- Opening Delimiter -

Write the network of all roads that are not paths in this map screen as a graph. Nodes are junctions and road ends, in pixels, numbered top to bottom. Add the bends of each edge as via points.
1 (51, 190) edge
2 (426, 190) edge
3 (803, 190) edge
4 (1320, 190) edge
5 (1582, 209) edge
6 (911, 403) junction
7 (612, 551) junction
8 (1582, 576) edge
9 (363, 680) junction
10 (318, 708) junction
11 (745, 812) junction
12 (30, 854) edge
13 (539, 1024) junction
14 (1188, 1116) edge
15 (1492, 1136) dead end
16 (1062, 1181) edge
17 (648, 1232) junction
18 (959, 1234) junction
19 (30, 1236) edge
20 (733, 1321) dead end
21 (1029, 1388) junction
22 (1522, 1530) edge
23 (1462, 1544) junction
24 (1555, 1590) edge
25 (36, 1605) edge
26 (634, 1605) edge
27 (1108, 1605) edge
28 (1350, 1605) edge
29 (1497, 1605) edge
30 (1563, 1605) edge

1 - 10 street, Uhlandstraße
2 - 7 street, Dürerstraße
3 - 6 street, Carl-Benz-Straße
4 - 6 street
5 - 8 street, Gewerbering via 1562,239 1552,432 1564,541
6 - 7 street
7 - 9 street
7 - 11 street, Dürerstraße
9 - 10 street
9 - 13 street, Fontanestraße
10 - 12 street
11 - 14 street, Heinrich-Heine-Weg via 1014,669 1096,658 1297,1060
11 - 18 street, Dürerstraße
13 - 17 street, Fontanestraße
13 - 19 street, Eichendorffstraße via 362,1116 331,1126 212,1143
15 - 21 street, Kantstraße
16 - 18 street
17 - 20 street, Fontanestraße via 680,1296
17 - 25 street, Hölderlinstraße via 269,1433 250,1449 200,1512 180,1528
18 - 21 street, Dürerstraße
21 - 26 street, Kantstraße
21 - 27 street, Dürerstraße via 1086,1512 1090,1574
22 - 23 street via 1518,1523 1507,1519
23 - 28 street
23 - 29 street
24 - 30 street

- Closing Delimiter -

WORK ITEM:
Return the whole listing, keeping every line exactly as it is.

REPLY TO THE EXERCISE:
Write the network of all roads that are not paths in this map screen as a graph. Nodes are junctions and road ends, in pixels, numbered top to bottom. Add the bends of each edge as via points.
1 (51, 190) edge
2 (426, 190) edge
3 (803, 190) edge
4 (1320, 190) edge
5 (1582, 209) edge
6 (911, 403) junction
7 (612, 551) junction
8 (1582, 576) edge
9 (363, 680) junction
10 (318, 708) junction
11 (745, 812) junction
12 (30, 854) edge
13 (539, 1024) junction
14 (1188, 1116) edge
15 (1492, 1136) dead end
16 (1062, 1181) edge
17 (648, 1232) junction
18 (959, 1234) junction
19 (30, 1236) edge
20 (733, 1321) dead end
21 (1029, 1388) junction
22 (1522, 1530) edge
23 (1462, 1544) junction
24 (1555, 1590) edge
25 (36, 1605) edge
26 (634, 1605) edge
27 (1108, 1605) edge
28 (1350, 1605) edge
29 (1497, 1605) edge
30 (1563, 1605) edge

1 - 10 street, Uhlandstraße
2 - 7 street, Dürerstraße
3 - 6 street, Carl-Benz-Straße
4 - 6 street
5 - 8 street, Gewerbering via 1562,239 1552,432 1564,541
6 - 7 street
7 - 9 street
7 - 11 street, Dürerstraße
9 - 10 street
9 - 13 street, Fontanestraße
10 - 12 street
11 - 14 street, Heinrich-Heine-Weg via 1014,669 1096,658 1297,1060
11 - 18 street, Dürerstraße
13 - 17 street, Fontanestraße
13 - 19 street, Eichendorffstraße via 362,1116 331,1126 212,1143
15 - 21 street, Kantstraße
16 - 18 street
17 - 20 street, Fontanestraße via 680,1296
17 - 25 street, Hölderlinstraße via 269,1433 250,1449 200,1512 180,1528
18 - 21 street, Dürerstraße
21 - 26 street, Kantstraße
21 - 27 street, Dürerstraße via 1086,1512 1090,1574
22 - 23 street via 1518,1523 1507,1519
23 - 28 street
23 - 29 street
24 - 30 street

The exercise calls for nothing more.